━━━━━ Provided material
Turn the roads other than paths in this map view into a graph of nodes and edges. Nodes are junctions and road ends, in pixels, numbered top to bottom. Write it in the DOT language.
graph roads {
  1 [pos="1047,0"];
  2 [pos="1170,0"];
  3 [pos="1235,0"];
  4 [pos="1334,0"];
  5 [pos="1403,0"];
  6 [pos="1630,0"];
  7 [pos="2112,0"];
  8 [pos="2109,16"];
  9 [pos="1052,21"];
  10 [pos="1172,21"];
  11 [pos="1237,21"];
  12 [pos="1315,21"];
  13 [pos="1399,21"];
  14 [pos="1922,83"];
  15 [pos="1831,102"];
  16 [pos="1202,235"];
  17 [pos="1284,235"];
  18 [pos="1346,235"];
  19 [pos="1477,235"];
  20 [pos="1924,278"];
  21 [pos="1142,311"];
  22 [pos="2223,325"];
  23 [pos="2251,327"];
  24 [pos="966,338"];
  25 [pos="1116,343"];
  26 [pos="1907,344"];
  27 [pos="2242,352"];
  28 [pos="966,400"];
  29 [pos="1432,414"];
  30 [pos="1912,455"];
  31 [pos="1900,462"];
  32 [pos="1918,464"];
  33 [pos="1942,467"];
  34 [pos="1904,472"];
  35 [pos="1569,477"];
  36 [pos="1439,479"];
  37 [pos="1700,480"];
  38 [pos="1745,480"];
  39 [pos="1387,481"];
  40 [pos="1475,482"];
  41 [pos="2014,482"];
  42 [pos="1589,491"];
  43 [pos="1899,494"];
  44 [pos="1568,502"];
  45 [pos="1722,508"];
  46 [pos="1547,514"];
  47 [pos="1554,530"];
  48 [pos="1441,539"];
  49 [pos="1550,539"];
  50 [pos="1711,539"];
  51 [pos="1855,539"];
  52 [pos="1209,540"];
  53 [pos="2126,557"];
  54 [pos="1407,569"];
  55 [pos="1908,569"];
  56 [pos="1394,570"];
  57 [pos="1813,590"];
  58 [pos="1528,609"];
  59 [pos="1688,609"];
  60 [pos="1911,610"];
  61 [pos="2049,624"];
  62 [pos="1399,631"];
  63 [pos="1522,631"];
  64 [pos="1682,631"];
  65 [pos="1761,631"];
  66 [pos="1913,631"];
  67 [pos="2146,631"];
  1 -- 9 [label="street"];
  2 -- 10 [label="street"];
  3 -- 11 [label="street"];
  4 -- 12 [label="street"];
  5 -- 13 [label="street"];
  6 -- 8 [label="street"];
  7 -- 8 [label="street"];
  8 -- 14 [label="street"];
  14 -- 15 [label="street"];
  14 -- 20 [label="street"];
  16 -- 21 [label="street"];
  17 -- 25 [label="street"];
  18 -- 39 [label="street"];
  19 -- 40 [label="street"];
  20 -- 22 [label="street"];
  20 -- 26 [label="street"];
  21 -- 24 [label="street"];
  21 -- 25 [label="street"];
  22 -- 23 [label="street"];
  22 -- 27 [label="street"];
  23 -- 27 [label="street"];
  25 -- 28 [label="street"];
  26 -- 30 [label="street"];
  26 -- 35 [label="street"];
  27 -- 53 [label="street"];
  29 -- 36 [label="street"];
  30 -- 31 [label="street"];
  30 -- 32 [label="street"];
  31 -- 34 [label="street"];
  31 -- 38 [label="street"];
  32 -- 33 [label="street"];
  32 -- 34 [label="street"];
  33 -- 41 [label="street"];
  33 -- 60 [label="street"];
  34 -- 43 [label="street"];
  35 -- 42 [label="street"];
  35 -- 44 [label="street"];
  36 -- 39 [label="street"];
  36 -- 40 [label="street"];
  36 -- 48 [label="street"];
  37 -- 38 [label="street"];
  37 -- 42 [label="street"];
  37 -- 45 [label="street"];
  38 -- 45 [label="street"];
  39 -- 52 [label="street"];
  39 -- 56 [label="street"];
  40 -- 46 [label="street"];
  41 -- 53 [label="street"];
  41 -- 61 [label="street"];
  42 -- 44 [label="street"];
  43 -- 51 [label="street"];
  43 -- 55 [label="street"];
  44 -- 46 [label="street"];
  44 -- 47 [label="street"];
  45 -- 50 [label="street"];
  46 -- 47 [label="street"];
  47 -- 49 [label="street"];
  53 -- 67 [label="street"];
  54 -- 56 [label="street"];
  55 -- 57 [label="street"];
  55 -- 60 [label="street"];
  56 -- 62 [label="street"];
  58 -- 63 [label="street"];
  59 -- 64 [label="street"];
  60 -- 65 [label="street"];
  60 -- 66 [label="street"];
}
━━━━━━━━━━
Exercise prompt
Count every line of the material above that includes "roads", giving the total without any other words.

Reply to the task
2